“I won’t know for sure if Malhamdale is the finest place there is until I have died and seen heaven (assuming they let me at least have a glance), but until that day comes, it will certainly do.” Bill Bryson.
Malham Cove is a spectacular 80 metre high natural limestone formation which comprises a curving amphitheatre cliff at the head of a valley and is one of the most popular natural features to be found in the Yorkshire Dales.
Situated, 0.5 mile north of the village of Malham in North Yorkshire, the imposing height of Malham Cove is perhaps its most impressive feature, however it is also famous for its limestone pavement above. The limestone pavement is thought to be one of the UK’s most notable examples of later karst weathering. It is rather like walking across a moonscape and is definitely not to be missed. Take care when it’s wet though, that limestone can get slippy.
The cove was formed more than 12,000 years ago by a large ice age river that once flowed down the valley above the cove. Meltwater, particularly from Malham Tarn, plunged over the lip of the cove in what would have been a spectacular waterfall, this erosion took place more actively at the lip of the fall, hence the curved shape. Only after severe amounts of rain, such as after Storm Desmond in 2015, does Malham Cove temporarily turn back into a waterfall.
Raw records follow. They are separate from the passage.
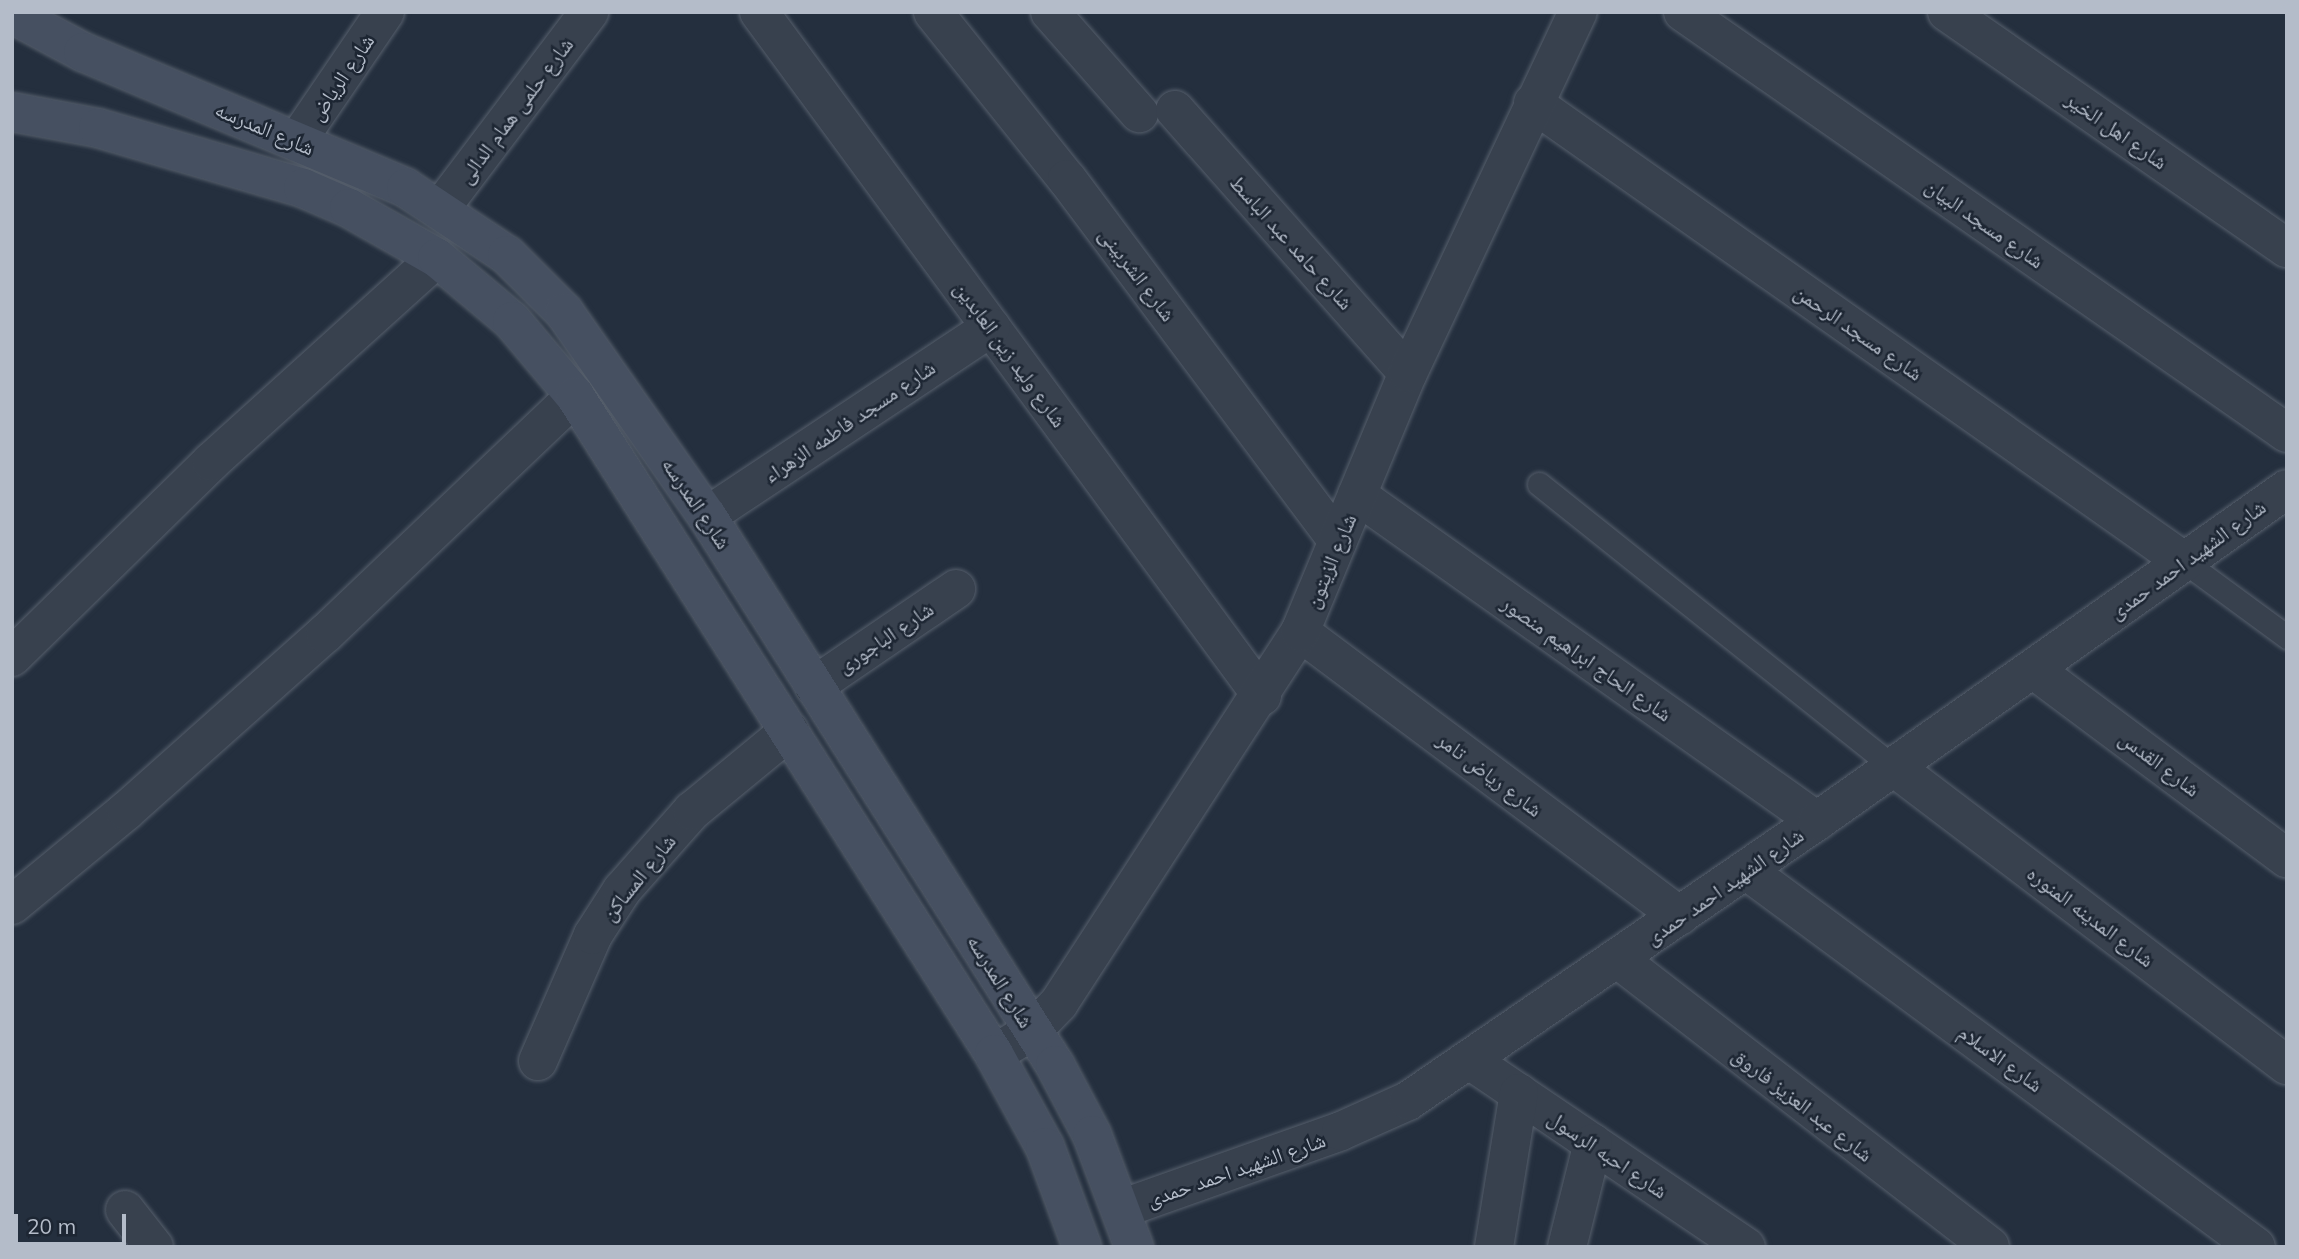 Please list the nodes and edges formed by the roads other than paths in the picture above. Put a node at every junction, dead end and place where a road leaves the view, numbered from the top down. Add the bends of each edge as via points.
1 (384, 12) edge
2 (589, 12) edge
3 (759, 12) edge
4 (933, 12) edge
5 (1050, 12) edge
6 (1578, 12) edge
7 (1683, 12) edge
8 (1947, 12) edge
9 (12, 14) edge
10 (1533, 103) junction
11 (12, 112) edge
12 (297, 141) junction
13 (441, 208) junction
14 (2287, 248) edge
15 (437, 258) junction
16 (991, 327) junction
17 (1408, 373) junction
18 (575, 396) junction
19 (2287, 433) edge
20 (1539, 484) dead end
21 (1357, 495) junction
22 (2278, 507) edge
23 (707, 516) junction
24 (1338, 541) junction
25 (2185, 562) junction
26 (956, 589) dead end
27 (1300, 632) junction
28 (2287, 637) edge
29 (12, 657) edge
30 (2032, 669) junction
31 (814, 686) junction
32 (1262, 696) junction
33 (789, 731) junction
34 (1894, 767) junction
35 (1817, 821) junction
36 (2287, 858) edge
37 (1746, 870) junction
38 (12, 905) edge
39 (1679, 916) junction
40 (1618, 959) junction
41 (1032, 1031) junction
42 (994, 1054) junction
43 (538, 1061) dead end
44 (1471, 1061) junction
45 (2287, 1065) edge
46 (1519, 1093) junction
47 (1593, 1143) junction
48 (1121, 1209) junction
49 (125, 1210) dead end
50 (1734, 1243) edge
51 (155, 1247) edge
52 (1082, 1247) edge
53 (1134, 1247) edge
54 (1494, 1247) edge
55 (1567, 1247) edge
56 (1990, 1247) edge
57 (2256, 1247) edge

1 - 12 street, شارع الرياض
2 - 13 street, شارع حلمى همام الدالى
3 - 16 street, شارع وليد زين العابدين
4 - 24 street, شارع الشربينى via 1067,179
5 - 17 street, شارع حامد عبد الباسط via 1157,111
6 - 10 street, شارع الزيتون
7 - 19 street, شارع مسجد البيان
8 - 14 street, شارع اهل الخير
9 - 12 street, شارع المدرسه via 83,52
10 - 17 street, شارع الزيتون
10 - 25 street, شارع مسجد الرحمن
11 - 15 street, شارع المدرسه via 98,128 303,188 349,208
12 - 13 street, شارع المدرسه via 370,171
13 - 23 street, شارع المدرسه via 507,255 564,312
15 - 18 street, شارع المدرسه via 512,321
15 - 29 street via 211,462
16 - 23 street, شارع مسجد فاطمه الزهراء
16 - 32 street, شارع وليد زين العابدين
17 - 21 street, شارع الزيتون
18 - 33 street, شارع المدرسه
18 - 38 street via 325,634 126,811
20 - 34 lane
21 - 24 street, شارع الزيتون
21 - 35 street, شارع الحاج ابراهيم منصور
22 - 25 street, شارع الشهيد احمد حمدى
23 - 31 street, شارع المدرسه
24 - 27 street, شارع الزيتون
25 - 28 lane
25 - 30 street, شارع الشهيد احمد حمدى
26 - 31 street, شارع الباجورى
27 - 32 street, شارع الزيتون
27 - 39 street, شارع رياض تامر
30 - 34 street, شارع الشهيد احمد حمدى
30 - 36 street, شارع القدس
31 - 41 street, شارع المدرسه
32 - 41 street, شارع الزيتون via 1059,1003
33 - 42 street, شارع المدرسه
33 - 43 street, شارع المساكن via 692,811 622,890 593,935
34 - 35 street, شارع الشهيد احمد حمدى
34 - 45 street, شارع المدينه المنوره
35 - 37 street, شارع الشهيد احمد حمدى
37 - 39 street, شارع الشهيد احمد حمدى
37 - 57 street, شارع الاسلام
39 - 40 street, شارع الشهيد احمد حمدى
40 - 44 street, شارع الشهيد احمد حمدى
40 - 56 street, شارع عبد العزيز فاروق
41 - 42 street, شارع الزيتون
41 - 48 street, شارع المدرسه via 1092,1135
42 - 52 street, شارع المدرسه via 1045,1147
44 - 46 street, شارع احبه الرسول
44 - 48 street, شارع الشهيد احمد حمدى via 1408,1101 1341,1131
46 - 47 street, شارع احبه الرسول
46 - 54 street
47 - 50 street, شارع احبه الرسول
47 - 55 street
48 - 53 street, شارع المدرسه
49 - 51 street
The landscape will also be of interest to bird lovers, as it is home to both Peregrine Falcons and Tawny Owls. Peregrine falcons, one of Britain’s most impressive birds of prey, have nested at Malham Cove since 1933 and the Royal Society for the Protection of Birds (RSPB) and the Yorkshire Dales National Park Authority operate a viewpoint from where the birds can be seen.
Malham Cove has also been immortalised on the big screen. Scenes for Harry Potter and The Deathly Hollows were filmed all around Malham including Malham Cove, the limestone pavement, Malham Tarn and Gordale Scar.
As a Yorkshire woman Malham Cove holds a special place in my heart and I thoroughly recommend a visit to this wonderful example of natural Britain.